[GOAL OF THE EXERCISE]:
The entries below need to be written out exactly, with no pictures included.

**** DATA TO EXAMINE

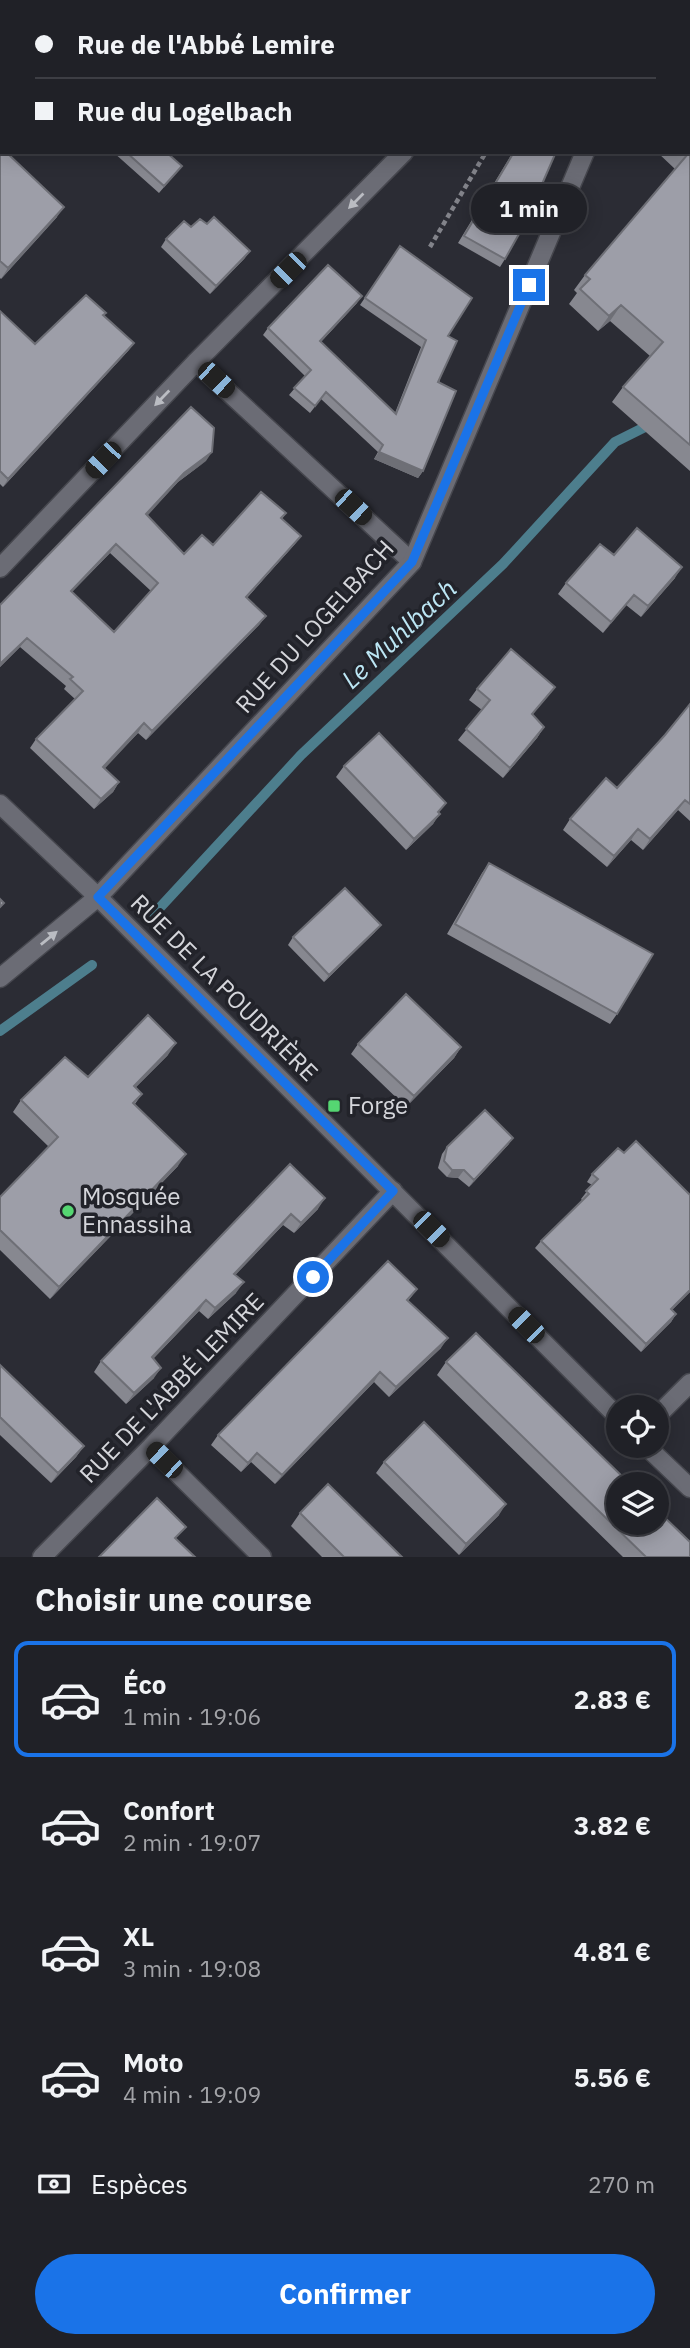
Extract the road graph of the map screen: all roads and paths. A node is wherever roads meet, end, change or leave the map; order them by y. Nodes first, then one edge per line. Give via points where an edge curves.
1 (402, 154) edge
2 (485, 154) edge
3 (584, 154) edge
4 (430, 247) dead end
5 (196, 362) junction
6 (412, 562) junction
7 (0, 569) edge
8 (0, 804) edge
9 (98, 897) junction
10 (0, 978) edge
11 (393, 1191) junction
12 (690, 1383) edge
13 (669, 1404) edge
14 (606, 1405) edge
15 (151, 1447) junction
16 (659, 1458) edge
17 (690, 1488) edge
18 (42, 1557) edge
19 (262, 1557) edge

1 -> 5 street
2 - 4 path
3 - 6 street, RUE DU LOGELBACH
5 - 6 street
5 -> 7 street
6 - 9 street, RUE DU LOGELBACH
8 - 9 street, RUE DE LA POUDRIÈRE
10 -> 9 street, RUE DU LOGELBACH
9 - 11 street, RUE DE LA POUDRIÈRE
11 - 14 street, RUE DE LA POUDRIÈRE
11 - 15 street, RUE DE L'ABBÉ LEMIRE
12 - 13 street
15 - 18 street, RUE DE L'ABBÉ LEMIRE
15 - 19 street
16 - 17 street

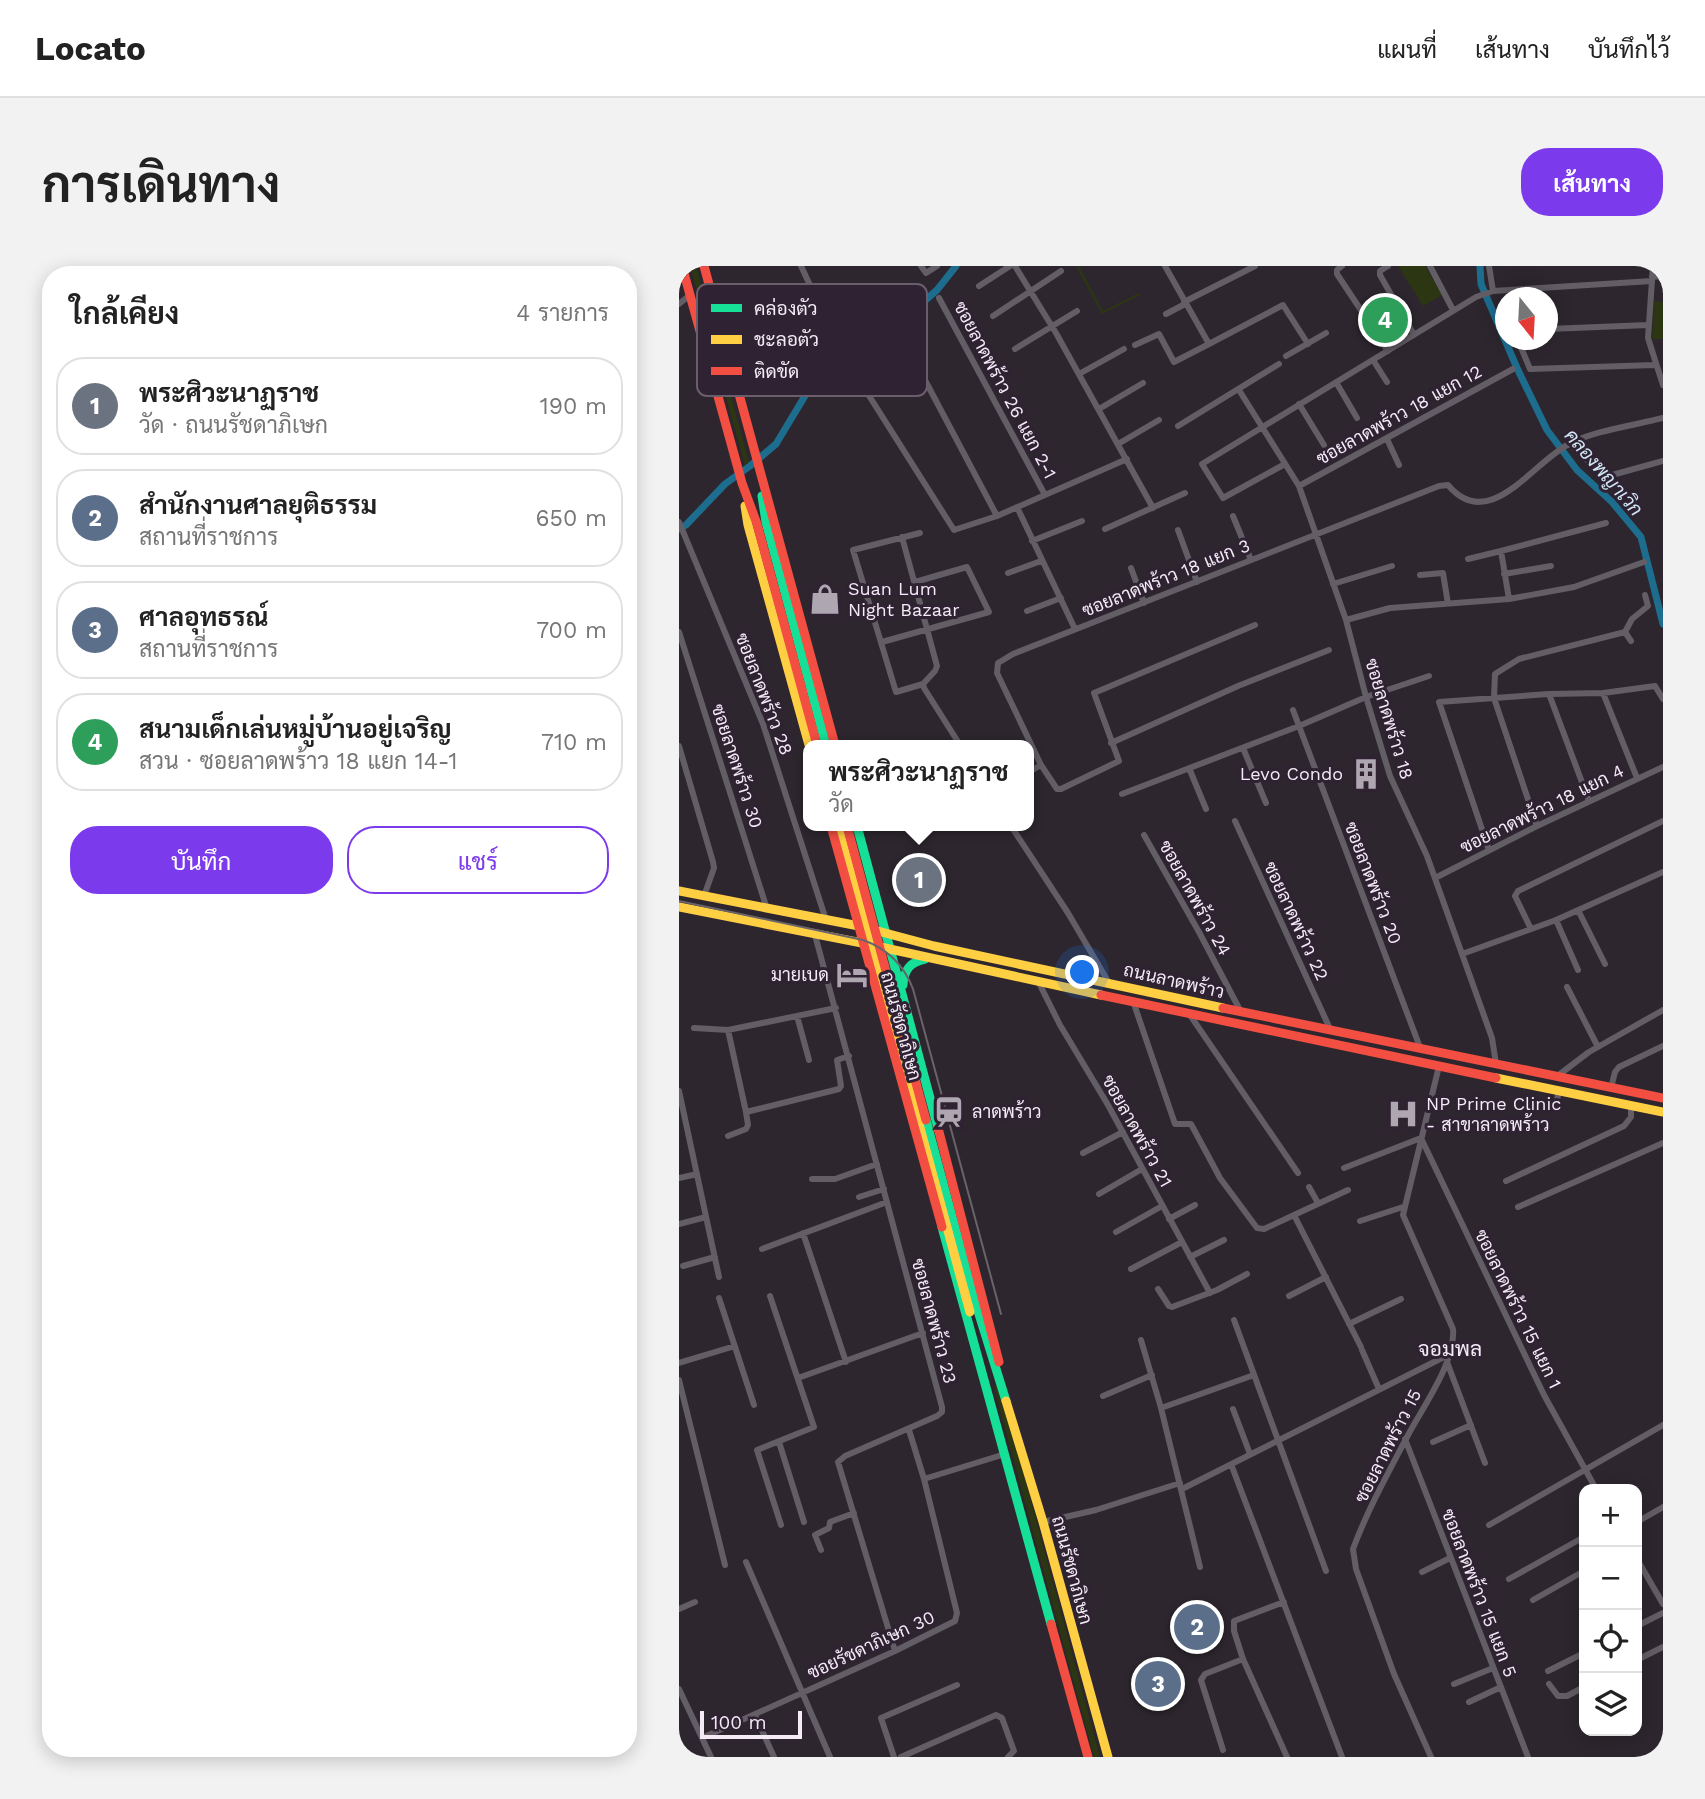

********

[REPLY TO THE EXERCISE]:
Extract the road graph of the map screen: all roads and paths. A node is wherever roads meet, end, change or leave the map; order them by y. Nodes first, then one edge per line. Give via points where an edge curves.
1 (402, 154) edge
2 (485, 154) edge
3 (584, 154) edge
4 (430, 247) dead end
5 (196, 362) junction
6 (412, 562) junction
7 (0, 569) edge
8 (0, 804) edge
9 (98, 897) junction
10 (0, 978) edge
11 (393, 1191) junction
12 (690, 1383) edge
13 (669, 1404) edge
14 (606, 1405) edge
15 (151, 1447) junction
16 (659, 1458) edge
17 (690, 1488) edge
18 (42, 1557) edge
19 (262, 1557) edge

1 -> 5 street
2 - 4 path
3 - 6 street, RUE DU LOGELBACH
5 - 6 street
5 -> 7 street
6 - 9 street, RUE DU LOGELBACH
8 - 9 street, RUE DE LA POUDRIÈRE
10 -> 9 street, RUE DU LOGELBACH
9 - 11 street, RUE DE LA POUDRIÈRE
11 - 14 street, RUE DE LA POUDRIÈRE
11 - 15 street, RUE DE L'ABBÉ LEMIRE
12 - 13 street
15 - 18 street, RUE DE L'ABBÉ LEMIRE
15 - 19 street
16 - 17 street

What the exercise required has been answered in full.